The ensemble of Ombra di Luna, or Moon Shadow, challenges the idea of what, exactly, constitutes a circus. Inside a tent at the Port of Venice, smoldering campfires peek out from behind a forest of trees. Painted stars illuminate the ceiling. There is a rumble, and the skeleton of a ship is carried into the ring. Instead of a ringmaster cracking a whip, the host for the evening is a squawking bird wearing a mask in the role of a clown inspired by the Commedia de l'arte. As the evening progresses, elements of folk theater, acrobatics, dance, contortion, music, juggling and improvisation are hung loosely together on the ancient Sumerian myth of Gilgamesh, the seeker who was one-third man and two-thirds god.
Ah! Those were the days, my friends. I can't imagine writing like that for a newspaper at this point in time (I'm sure some of you are thinking: thank god for that!:). In any event, I made a phone call, and was fortunate to score a ticket to Cirk at the last moment -- the theater was packed.
Cirk is similar to
Ombra di Luna, only the story is loosely about a missing elephant instead of being loosely about Gilgamesh. None of the players are the same as in
Ombra, but the spirit of Pantakin is the pillar. That image you see is Beppe "Sipy" Tenenti juggling, um... elephant dung. It was so bizarre, funky, and out there... but there was something about it that was very human... honest and sincere.

The stand-out in the show was Emmanuelle Annoni, a coquettish colt with a sense of humor, a daring, focused talent, and very flexible bones. Not so easy to feign sleep on a tightrope!
As usual, I am having a problem with my embedding, so here is the YouTube link for the three minute promo. It is very... European, and will give you a nice taste of the difference between cultures -- my voice is very American, and so it seems familiar, but my backdrop is most definitely European:
After the show, I wandered into Piazza San Marco, but was not impressed, so I went home.

As the people on the streets became drunk and starting breaking bottles and exploding firecrackers, I watched the fireworks from my balcony as the snow came down.
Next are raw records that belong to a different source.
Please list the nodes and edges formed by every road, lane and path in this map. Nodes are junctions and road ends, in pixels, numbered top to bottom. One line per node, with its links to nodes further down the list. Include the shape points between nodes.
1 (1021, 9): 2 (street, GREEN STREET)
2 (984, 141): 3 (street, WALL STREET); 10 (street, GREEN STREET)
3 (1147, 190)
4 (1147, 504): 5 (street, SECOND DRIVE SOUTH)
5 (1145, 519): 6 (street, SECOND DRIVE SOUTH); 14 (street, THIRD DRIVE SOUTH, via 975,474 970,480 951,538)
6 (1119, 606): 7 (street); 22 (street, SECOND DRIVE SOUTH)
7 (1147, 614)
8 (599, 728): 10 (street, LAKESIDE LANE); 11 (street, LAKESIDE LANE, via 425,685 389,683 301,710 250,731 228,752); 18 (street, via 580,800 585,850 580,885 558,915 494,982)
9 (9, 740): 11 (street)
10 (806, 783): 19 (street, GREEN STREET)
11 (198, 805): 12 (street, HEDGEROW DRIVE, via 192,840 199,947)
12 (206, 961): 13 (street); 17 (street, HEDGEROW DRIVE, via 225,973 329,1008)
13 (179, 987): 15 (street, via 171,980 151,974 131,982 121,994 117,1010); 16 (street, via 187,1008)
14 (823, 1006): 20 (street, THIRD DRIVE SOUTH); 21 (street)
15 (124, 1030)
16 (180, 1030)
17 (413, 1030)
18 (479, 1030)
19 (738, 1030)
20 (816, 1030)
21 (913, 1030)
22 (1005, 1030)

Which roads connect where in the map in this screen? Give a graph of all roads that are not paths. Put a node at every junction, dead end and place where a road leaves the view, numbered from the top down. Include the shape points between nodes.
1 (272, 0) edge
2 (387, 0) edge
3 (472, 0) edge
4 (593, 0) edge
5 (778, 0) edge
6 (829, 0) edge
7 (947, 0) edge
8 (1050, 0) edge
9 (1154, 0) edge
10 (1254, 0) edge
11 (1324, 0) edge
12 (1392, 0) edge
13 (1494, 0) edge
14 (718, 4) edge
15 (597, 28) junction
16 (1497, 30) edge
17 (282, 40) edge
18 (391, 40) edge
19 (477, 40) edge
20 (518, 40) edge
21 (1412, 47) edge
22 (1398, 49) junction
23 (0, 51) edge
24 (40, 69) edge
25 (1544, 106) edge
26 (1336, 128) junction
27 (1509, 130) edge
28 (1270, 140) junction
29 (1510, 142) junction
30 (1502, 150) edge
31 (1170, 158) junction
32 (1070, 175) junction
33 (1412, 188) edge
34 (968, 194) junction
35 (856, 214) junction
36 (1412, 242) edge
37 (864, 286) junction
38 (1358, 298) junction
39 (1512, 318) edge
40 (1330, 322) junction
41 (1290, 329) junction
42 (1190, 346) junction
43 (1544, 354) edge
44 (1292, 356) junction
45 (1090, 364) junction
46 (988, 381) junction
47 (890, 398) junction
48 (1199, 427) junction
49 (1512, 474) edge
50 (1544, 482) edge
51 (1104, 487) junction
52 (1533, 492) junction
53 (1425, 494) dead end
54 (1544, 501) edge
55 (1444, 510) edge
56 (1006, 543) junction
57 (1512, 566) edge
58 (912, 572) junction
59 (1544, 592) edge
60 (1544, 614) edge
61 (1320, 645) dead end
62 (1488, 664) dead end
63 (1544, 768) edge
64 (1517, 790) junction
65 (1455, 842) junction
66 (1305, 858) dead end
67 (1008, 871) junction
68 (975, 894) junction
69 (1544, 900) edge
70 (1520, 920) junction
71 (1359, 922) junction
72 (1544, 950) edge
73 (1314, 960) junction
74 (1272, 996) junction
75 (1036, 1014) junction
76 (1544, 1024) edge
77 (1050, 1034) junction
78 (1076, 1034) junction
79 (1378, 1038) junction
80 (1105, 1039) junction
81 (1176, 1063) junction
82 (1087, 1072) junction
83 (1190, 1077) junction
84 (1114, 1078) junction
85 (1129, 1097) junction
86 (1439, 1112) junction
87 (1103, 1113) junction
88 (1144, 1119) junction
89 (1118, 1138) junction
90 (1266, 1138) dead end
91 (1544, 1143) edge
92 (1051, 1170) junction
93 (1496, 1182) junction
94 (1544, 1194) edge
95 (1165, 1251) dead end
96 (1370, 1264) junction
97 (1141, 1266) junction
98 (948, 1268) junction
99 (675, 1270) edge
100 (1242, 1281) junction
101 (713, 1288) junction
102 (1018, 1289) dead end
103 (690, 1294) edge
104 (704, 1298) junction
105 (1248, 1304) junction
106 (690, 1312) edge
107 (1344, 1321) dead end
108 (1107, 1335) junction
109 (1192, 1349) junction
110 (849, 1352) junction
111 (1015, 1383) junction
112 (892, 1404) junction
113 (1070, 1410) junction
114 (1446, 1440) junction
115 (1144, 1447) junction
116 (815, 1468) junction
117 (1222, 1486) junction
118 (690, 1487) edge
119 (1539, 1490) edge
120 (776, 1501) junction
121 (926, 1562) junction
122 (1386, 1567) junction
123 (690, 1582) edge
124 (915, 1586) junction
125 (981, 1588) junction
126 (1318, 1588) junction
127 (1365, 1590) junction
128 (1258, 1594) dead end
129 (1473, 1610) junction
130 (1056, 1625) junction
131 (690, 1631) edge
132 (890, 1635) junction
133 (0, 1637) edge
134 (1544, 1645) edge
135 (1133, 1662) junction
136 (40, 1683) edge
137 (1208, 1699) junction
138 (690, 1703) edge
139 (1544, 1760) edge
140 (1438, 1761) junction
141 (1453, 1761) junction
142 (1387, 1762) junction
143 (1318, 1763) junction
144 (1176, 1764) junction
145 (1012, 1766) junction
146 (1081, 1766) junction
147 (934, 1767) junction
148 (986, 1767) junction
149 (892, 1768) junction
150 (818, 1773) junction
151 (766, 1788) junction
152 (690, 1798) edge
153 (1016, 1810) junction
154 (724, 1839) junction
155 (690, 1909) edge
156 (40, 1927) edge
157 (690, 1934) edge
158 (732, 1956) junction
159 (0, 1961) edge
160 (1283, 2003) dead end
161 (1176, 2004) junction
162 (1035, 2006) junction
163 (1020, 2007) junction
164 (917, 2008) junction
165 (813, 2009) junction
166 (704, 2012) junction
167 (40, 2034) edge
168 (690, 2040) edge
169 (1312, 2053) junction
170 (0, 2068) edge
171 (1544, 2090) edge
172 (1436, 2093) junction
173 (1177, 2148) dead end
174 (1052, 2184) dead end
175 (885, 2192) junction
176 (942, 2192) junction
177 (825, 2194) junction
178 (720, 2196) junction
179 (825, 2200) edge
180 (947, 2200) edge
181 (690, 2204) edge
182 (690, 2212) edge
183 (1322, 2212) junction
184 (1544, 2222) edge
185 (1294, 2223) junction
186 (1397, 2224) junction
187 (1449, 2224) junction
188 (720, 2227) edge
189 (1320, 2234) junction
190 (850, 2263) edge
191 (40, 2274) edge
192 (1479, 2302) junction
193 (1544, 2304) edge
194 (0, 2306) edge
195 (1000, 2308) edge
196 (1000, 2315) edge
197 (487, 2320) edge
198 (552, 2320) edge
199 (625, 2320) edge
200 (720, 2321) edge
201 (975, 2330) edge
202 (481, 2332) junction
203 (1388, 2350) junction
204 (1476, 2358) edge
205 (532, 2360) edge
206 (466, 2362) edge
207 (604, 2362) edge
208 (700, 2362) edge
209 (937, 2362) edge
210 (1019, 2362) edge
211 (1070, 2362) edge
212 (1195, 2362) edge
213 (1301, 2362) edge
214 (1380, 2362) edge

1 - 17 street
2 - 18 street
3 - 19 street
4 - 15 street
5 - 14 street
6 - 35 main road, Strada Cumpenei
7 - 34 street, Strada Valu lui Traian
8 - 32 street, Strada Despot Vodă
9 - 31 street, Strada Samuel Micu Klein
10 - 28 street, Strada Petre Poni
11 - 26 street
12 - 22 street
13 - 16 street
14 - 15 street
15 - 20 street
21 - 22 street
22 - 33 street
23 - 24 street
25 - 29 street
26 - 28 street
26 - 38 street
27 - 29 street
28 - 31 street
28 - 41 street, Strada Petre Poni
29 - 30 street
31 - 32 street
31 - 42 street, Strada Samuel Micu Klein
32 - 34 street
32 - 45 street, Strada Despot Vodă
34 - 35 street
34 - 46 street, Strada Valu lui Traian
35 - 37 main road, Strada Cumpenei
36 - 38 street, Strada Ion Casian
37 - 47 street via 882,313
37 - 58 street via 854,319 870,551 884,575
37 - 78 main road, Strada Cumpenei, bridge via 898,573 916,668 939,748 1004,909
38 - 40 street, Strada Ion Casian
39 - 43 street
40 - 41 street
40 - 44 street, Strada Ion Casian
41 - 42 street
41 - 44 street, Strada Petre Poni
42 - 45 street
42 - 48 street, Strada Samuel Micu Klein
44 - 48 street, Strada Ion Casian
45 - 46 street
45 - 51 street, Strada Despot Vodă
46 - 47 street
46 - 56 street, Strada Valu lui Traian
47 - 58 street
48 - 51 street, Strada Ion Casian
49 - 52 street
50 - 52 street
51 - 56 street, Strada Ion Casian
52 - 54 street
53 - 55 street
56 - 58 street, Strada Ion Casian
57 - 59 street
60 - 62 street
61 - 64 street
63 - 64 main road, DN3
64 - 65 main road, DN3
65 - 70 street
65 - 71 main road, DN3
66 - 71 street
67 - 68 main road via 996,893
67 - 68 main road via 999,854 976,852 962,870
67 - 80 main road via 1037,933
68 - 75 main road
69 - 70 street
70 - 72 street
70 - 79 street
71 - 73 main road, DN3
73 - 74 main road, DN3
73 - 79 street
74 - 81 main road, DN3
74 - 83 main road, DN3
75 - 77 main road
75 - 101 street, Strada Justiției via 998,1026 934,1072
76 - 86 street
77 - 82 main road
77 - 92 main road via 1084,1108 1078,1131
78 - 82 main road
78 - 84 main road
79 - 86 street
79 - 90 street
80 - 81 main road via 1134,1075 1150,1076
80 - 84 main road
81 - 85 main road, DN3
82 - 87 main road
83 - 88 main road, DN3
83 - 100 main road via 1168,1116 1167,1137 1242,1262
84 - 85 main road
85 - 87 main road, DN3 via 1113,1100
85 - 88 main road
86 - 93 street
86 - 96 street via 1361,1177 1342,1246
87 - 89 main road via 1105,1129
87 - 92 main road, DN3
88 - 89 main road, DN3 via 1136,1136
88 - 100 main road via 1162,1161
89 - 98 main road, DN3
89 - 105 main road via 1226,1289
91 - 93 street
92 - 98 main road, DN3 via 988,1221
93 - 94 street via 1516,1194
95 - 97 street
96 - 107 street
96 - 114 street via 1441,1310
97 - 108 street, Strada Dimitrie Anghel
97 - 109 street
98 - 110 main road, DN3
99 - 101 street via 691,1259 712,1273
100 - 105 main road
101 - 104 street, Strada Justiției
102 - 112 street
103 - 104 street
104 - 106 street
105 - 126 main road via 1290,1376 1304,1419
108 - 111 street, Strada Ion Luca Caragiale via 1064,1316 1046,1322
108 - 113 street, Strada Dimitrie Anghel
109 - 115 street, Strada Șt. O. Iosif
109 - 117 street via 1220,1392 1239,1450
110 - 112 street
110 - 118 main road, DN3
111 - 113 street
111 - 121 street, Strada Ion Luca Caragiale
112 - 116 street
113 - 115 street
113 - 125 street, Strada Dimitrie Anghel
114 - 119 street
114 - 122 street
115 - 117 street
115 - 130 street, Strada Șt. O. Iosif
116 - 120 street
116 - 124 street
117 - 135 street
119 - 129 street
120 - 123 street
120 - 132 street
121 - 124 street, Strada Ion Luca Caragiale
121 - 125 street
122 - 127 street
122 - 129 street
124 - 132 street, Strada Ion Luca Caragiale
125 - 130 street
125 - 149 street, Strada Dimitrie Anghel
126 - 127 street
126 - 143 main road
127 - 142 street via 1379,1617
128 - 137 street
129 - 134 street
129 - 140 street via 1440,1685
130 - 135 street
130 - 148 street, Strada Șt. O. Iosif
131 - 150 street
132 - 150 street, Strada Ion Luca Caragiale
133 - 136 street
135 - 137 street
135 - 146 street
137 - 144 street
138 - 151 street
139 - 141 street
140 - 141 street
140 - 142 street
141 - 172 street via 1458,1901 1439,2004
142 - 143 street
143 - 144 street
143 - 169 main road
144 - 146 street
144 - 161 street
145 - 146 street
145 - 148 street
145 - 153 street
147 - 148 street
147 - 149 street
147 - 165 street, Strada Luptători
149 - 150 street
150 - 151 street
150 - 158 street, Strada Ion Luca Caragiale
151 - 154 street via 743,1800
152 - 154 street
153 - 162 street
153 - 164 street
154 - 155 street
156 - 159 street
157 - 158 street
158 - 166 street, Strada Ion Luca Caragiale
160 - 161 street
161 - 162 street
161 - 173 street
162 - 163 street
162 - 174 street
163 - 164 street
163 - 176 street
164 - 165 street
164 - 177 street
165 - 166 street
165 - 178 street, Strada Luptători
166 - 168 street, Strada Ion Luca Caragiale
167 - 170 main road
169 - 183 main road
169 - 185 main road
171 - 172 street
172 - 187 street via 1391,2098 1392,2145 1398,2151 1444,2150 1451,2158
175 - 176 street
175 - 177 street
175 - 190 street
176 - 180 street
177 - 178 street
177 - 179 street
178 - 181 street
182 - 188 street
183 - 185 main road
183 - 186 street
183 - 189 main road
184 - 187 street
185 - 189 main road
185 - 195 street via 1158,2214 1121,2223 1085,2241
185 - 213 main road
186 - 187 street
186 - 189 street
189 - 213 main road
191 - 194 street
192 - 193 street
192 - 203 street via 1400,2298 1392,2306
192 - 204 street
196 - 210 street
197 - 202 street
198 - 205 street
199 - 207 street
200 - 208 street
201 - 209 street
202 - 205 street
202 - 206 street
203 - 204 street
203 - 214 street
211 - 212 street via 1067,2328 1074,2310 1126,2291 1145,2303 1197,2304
I put my speakers outside and blasted Tchaikovsky's Piano Concerto No. 1 over the Grand Canal, Arturo Toscanini leading Vladimir Horowitz with the NBC Symphony Orchestra, a recording from Carnegie Hall in 1943. It was a beautiful image, the tumbling snow, the fireworks over the
palazzi and the people gathered on the Rialto Bridge, listening to the music.
Happy New Year from Venice,
Cat
(Venice, Italy) The week before the high water was a time of enchantment here in Venice, and I am going to go back in time and highlight some of the adventures I had the pleasure to enjoy. There is a lot of talk in town these days about human development, and, to me, there is no better way to develop human beings than through art and culture. The theme of La Biennale's theatre section this year was Mediterraneo, and the Director, as mentioned before, was Maurizio Scaparro, the director of the film L'Ultimo Pulcinella, which will screen in Los Angeles in February.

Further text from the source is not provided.